=== Task prompt ===
Using the material that follows, say how many lines contain the string "image". Answer with a number only.

=== Information ===
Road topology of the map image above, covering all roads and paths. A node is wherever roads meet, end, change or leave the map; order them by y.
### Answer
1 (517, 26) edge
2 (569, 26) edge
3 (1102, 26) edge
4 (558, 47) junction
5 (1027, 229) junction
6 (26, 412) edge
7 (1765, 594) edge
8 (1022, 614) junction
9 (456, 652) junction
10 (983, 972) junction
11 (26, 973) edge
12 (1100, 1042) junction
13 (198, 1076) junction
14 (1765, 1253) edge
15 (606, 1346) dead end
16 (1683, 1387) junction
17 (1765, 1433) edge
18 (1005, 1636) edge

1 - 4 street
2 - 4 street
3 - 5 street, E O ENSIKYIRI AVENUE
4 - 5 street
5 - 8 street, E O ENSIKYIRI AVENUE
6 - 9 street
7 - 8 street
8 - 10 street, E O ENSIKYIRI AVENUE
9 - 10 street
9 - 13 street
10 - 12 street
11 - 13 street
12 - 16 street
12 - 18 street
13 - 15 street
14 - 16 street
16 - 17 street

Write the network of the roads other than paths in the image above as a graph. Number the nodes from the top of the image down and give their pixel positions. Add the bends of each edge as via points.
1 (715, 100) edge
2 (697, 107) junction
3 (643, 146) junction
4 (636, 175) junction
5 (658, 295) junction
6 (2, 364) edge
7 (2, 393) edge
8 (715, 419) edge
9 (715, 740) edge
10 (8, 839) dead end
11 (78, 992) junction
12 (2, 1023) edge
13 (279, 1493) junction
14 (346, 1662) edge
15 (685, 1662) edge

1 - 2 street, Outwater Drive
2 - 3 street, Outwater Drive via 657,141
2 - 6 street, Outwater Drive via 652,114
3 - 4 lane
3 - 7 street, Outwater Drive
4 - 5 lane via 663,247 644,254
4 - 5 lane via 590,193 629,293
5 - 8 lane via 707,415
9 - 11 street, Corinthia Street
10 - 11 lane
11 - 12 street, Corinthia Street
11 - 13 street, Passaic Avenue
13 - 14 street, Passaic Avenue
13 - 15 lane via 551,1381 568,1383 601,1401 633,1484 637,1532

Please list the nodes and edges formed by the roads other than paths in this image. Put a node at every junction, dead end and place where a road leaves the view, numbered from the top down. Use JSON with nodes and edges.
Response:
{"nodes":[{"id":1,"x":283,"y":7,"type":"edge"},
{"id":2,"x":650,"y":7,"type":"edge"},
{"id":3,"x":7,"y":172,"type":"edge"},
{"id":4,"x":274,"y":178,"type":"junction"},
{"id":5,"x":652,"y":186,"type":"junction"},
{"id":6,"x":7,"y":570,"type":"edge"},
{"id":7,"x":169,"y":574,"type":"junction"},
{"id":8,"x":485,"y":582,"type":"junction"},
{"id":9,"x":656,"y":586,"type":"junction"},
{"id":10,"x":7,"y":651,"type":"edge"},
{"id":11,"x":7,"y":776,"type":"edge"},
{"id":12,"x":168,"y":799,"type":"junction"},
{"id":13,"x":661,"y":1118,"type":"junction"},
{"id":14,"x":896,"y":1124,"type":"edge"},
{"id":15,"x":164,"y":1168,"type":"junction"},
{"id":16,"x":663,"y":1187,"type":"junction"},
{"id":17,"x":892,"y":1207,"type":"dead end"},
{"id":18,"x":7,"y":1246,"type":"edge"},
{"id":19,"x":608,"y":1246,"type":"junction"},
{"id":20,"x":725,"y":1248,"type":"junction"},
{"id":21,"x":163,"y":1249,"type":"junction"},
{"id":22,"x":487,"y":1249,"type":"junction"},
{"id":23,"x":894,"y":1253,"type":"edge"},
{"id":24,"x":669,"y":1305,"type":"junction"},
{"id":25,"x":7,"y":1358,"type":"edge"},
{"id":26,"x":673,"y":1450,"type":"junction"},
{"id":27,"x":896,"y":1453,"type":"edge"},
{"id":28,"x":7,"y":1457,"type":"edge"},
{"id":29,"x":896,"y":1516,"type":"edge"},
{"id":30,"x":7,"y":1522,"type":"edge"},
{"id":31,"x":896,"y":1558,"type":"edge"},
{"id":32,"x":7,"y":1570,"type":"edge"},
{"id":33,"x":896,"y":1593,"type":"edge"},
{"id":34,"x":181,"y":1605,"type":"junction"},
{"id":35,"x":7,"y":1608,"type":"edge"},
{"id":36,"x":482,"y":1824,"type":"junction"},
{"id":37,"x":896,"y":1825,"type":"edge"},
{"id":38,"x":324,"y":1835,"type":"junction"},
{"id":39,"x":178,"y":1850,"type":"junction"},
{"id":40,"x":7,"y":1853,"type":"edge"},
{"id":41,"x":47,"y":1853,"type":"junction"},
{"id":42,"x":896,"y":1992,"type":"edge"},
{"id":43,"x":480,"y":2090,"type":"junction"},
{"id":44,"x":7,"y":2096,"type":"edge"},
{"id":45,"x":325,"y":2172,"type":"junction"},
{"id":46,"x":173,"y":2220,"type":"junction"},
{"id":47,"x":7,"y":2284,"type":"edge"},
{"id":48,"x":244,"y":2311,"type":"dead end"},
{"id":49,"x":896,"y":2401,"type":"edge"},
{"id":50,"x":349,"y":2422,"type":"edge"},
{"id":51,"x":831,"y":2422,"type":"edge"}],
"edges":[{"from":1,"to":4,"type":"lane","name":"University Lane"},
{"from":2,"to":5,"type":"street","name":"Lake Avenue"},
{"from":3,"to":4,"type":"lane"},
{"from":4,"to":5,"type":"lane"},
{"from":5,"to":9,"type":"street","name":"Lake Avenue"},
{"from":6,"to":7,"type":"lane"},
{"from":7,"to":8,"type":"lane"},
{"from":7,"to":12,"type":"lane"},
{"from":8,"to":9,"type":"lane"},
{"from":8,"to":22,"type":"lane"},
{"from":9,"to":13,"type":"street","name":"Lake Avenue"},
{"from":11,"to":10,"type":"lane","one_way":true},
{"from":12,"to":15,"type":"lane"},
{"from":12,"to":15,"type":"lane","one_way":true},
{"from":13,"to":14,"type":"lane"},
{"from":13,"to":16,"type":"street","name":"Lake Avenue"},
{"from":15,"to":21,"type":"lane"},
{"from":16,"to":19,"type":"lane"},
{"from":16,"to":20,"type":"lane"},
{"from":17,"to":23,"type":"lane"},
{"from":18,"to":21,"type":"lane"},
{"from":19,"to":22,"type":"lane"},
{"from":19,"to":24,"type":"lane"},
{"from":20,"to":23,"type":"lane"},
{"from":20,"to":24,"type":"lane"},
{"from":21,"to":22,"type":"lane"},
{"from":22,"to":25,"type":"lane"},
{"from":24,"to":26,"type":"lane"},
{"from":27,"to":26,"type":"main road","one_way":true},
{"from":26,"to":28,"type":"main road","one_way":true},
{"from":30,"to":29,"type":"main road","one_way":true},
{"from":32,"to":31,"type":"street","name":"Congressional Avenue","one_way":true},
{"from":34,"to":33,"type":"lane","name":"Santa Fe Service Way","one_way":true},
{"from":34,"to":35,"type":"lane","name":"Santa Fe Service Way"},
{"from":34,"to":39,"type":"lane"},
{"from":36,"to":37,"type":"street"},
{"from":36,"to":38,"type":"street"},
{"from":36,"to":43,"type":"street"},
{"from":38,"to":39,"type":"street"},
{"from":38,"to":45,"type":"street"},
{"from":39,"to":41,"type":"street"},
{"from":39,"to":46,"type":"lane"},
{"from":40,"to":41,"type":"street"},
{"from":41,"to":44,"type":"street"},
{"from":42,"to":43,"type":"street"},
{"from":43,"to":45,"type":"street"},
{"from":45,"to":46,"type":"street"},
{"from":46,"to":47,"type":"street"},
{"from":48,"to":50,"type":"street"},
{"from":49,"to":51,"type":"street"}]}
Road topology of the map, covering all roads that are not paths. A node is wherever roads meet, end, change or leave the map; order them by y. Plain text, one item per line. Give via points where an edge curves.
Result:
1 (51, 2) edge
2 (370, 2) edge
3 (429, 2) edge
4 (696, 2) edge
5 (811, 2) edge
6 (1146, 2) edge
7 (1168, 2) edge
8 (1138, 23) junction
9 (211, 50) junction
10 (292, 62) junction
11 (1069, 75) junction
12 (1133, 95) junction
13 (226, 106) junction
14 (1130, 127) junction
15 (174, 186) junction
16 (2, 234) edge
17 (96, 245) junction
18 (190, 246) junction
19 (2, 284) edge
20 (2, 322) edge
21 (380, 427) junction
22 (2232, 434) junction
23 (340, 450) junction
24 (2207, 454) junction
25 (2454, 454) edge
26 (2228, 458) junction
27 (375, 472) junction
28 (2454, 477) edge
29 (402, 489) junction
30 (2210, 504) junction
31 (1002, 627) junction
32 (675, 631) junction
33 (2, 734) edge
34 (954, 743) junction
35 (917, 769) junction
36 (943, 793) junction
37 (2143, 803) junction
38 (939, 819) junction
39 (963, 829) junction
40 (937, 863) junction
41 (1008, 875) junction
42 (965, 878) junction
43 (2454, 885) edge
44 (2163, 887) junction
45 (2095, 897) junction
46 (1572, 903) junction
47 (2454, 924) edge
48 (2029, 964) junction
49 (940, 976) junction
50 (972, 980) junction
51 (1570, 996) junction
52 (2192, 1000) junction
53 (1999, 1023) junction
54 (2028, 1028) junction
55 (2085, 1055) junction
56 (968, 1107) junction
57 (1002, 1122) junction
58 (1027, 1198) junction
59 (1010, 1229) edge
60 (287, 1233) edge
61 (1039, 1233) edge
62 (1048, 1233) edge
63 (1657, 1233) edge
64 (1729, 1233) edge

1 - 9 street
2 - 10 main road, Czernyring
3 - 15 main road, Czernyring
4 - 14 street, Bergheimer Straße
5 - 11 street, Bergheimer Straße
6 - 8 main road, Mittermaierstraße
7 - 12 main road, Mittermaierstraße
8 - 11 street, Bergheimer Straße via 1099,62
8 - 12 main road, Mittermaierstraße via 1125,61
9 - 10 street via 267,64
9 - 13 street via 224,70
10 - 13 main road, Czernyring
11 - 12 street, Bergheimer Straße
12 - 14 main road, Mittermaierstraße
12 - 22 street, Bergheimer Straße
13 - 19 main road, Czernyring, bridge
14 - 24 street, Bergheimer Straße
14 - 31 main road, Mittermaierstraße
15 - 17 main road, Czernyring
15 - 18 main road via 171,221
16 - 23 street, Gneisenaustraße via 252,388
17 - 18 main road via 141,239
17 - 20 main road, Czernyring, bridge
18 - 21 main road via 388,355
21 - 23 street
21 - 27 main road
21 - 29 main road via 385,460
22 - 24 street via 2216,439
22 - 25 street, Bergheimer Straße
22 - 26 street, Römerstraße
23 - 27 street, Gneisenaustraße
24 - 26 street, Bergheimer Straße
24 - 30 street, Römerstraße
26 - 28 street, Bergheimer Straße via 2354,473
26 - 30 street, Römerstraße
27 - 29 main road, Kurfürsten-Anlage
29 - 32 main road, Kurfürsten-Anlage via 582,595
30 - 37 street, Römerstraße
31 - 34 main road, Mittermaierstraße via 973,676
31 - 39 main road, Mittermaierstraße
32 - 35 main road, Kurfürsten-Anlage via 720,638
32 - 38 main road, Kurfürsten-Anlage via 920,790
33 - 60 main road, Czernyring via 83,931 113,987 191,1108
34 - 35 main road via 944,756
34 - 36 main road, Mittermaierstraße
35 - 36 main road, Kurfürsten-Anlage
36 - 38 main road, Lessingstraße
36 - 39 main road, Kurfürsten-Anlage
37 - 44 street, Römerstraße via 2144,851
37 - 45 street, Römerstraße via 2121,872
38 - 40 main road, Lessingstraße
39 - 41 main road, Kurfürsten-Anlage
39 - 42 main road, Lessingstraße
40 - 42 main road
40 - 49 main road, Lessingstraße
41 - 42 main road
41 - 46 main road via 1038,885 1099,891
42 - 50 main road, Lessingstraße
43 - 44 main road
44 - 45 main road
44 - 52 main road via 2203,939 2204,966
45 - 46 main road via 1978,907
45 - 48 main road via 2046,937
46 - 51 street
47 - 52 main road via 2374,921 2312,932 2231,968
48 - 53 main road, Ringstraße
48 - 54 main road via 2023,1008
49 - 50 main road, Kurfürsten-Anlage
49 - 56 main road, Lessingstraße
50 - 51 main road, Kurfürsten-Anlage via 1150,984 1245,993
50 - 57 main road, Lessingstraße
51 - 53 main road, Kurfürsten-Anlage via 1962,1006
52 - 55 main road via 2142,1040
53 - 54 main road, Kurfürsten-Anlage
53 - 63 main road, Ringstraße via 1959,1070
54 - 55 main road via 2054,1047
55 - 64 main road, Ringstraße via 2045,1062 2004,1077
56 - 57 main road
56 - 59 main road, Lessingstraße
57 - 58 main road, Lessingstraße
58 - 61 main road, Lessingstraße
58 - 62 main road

=== Exercise solution ===
3